[INSTRUCTIONS TO FOLLOW] Each line of the data needs to be transcribed exactly.

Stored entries
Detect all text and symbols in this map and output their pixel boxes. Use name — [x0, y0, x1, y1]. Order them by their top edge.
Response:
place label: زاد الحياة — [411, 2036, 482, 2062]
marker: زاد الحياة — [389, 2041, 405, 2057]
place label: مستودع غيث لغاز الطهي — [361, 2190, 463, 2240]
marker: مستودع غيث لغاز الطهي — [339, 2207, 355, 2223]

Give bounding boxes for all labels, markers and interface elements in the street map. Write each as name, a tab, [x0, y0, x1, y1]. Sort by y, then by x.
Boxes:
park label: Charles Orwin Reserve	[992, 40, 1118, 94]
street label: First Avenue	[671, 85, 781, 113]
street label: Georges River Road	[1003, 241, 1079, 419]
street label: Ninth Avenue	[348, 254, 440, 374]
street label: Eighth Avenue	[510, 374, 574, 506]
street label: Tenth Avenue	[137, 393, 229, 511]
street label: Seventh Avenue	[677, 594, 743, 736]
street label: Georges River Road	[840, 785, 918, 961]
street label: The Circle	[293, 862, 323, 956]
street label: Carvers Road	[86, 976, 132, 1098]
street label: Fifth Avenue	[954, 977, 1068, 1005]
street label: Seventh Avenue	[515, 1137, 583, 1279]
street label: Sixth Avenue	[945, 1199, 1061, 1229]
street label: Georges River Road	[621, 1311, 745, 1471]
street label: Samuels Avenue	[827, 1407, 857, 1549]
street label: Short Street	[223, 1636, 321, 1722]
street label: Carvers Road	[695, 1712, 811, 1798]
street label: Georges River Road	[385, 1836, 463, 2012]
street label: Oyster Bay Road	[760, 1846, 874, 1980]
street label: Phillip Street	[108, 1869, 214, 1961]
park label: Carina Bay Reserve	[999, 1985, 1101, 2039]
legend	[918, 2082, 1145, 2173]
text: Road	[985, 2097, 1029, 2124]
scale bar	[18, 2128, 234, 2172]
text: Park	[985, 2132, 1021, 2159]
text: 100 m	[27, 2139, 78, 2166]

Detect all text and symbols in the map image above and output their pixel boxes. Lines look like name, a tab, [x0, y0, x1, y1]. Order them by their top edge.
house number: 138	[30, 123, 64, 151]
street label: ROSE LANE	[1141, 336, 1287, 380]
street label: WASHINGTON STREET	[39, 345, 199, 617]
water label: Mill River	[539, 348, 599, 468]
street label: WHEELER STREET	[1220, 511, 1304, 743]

[SOLUTION TO THIS PROBLEM]
Detect all text and symbols in this map and output their pixel boxes. Use name — [x0, y0, x1, y1]. Order them by their top edge.
Response:
place label: زاد الحياة — [411, 2036, 482, 2062]
marker: زاد الحياة — [389, 2041, 405, 2057]
place label: مستودع غيث لغاز الطهي — [361, 2190, 463, 2240]
marker: مستودع غيث لغاز الطهي — [339, 2207, 355, 2223]

Give bounding boxes for all labels, markers and interface elements in the street map. Write each as name, a tab, [x0, y0, x1, y1]. Sort by y, then by x.
Boxes:
park label: Charles Orwin Reserve	[992, 40, 1118, 94]
street label: First Avenue	[671, 85, 781, 113]
street label: Georges River Road	[1003, 241, 1079, 419]
street label: Ninth Avenue	[348, 254, 440, 374]
street label: Eighth Avenue	[510, 374, 574, 506]
street label: Tenth Avenue	[137, 393, 229, 511]
street label: Seventh Avenue	[677, 594, 743, 736]
street label: Georges River Road	[840, 785, 918, 961]
street label: The Circle	[293, 862, 323, 956]
street label: Carvers Road	[86, 976, 132, 1098]
street label: Fifth Avenue	[954, 977, 1068, 1005]
street label: Seventh Avenue	[515, 1137, 583, 1279]
street label: Sixth Avenue	[945, 1199, 1061, 1229]
street label: Georges River Road	[621, 1311, 745, 1471]
street label: Samuels Avenue	[827, 1407, 857, 1549]
street label: Short Street	[223, 1636, 321, 1722]
street label: Carvers Road	[695, 1712, 811, 1798]
street label: Georges River Road	[385, 1836, 463, 2012]
street label: Oyster Bay Road	[760, 1846, 874, 1980]
street label: Phillip Street	[108, 1869, 214, 1961]
park label: Carina Bay Reserve	[999, 1985, 1101, 2039]
legend	[918, 2082, 1145, 2173]
text: Road	[985, 2097, 1029, 2124]
scale bar	[18, 2128, 234, 2172]
text: Park	[985, 2132, 1021, 2159]
text: 100 m	[27, 2139, 78, 2166]

Detect all text and symbols in the map image above and output their pixel boxes. Lines look like name, a tab, [x0, y0, x1, y1]. Order them by their top edge.
house number: 138	[30, 123, 64, 151]
street label: ROSE LANE	[1141, 336, 1287, 380]
street label: WASHINGTON STREET	[39, 345, 199, 617]
water label: Mill River	[539, 348, 599, 468]
street label: WHEELER STREET	[1220, 511, 1304, 743]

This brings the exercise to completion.